Descriptive information about data sourceMetadata tab

Description

Spatial

Attributes

Metadata toolbarCreate and edit contentConvert between different file formats

Introducing metadata

Often the definition given for metadata is ‘data about data’. While this definition is not incorrect, it is not very informative. More precisely, metadata supports descriptive information about data. Text written on the back of a photograph telling you the photograph’s date and subject and nutrition labels on food containers are common examples of everyday metadata. For spatial data, metadata includes descriptive information such as date, creator, geographic extent, coordinate system, and attribute domains. Metadata gives your data credibility, and in many situations, your data may be impossible to interpret or use without it.

The Metadata tab in ArcCatalog displays the metadata for a selected dataset.

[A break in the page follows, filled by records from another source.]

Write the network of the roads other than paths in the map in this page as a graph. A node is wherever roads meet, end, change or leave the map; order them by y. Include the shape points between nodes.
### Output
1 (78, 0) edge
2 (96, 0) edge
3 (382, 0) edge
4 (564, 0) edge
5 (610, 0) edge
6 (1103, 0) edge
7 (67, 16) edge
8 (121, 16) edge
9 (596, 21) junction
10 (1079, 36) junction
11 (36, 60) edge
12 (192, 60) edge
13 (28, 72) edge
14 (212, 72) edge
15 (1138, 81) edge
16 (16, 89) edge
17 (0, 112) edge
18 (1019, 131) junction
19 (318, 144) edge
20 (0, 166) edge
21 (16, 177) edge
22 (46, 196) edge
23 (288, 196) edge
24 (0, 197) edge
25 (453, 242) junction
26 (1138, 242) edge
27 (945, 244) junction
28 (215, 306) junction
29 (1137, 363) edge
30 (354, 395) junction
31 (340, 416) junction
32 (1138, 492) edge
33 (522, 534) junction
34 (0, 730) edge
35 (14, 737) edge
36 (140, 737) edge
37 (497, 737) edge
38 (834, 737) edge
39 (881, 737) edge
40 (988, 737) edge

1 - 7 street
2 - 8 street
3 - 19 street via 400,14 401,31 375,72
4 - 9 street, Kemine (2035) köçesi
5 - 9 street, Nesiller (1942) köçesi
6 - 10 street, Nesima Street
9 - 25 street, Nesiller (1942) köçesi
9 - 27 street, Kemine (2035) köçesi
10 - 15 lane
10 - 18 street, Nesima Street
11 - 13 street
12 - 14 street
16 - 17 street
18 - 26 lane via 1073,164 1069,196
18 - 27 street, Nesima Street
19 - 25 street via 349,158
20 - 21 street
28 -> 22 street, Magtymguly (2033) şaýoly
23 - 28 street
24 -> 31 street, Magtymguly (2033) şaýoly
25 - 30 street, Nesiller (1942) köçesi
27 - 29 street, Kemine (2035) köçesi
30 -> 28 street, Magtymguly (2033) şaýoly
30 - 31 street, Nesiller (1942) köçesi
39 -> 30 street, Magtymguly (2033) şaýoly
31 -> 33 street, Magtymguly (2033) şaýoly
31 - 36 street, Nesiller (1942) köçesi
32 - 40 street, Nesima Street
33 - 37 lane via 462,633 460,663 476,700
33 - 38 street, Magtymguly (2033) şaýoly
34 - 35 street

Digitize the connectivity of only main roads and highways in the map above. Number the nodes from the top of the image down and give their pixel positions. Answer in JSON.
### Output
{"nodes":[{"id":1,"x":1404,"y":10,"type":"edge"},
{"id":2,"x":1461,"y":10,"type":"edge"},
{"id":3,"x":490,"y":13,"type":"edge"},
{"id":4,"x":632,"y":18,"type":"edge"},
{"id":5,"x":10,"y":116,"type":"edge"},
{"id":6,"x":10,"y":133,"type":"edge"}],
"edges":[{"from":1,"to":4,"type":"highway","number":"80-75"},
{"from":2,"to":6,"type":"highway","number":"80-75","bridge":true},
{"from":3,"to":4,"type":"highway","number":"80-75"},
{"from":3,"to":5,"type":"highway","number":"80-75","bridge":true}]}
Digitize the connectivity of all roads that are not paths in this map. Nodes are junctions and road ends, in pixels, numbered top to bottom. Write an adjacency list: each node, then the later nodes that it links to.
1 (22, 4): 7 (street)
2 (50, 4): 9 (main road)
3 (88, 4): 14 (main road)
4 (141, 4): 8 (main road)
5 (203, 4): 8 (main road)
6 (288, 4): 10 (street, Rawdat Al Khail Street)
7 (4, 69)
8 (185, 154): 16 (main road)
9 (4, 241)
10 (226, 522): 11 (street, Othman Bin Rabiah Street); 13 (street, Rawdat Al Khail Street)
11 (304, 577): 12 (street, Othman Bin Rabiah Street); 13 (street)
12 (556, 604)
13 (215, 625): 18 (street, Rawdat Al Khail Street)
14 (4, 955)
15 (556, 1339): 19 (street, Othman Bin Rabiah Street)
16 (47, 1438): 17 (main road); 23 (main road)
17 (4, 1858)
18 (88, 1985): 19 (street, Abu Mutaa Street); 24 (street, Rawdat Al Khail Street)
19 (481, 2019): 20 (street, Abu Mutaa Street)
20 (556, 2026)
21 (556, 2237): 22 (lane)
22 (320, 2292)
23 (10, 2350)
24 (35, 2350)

If metadata does not exist for the selected dataset, ArcCatalog creates as much metadata as it can from the existing information. For the FGDC ESRI stylesheet, the Metadata tab is divided into three categories, each with an active tab:

•Description—contains the basic narrative information about the dataset, including source, organization, date, uses, and restrictions.

•Spatial—contains the coordinate information and geographic extent of the dataset.

•Attributes—includes fields, attribute domains, and related tabular information.

You can create, edit, import, and export the metadata for any given dataset. Because metadata information is stored in XML format, you can use it with other software that can read XML documents.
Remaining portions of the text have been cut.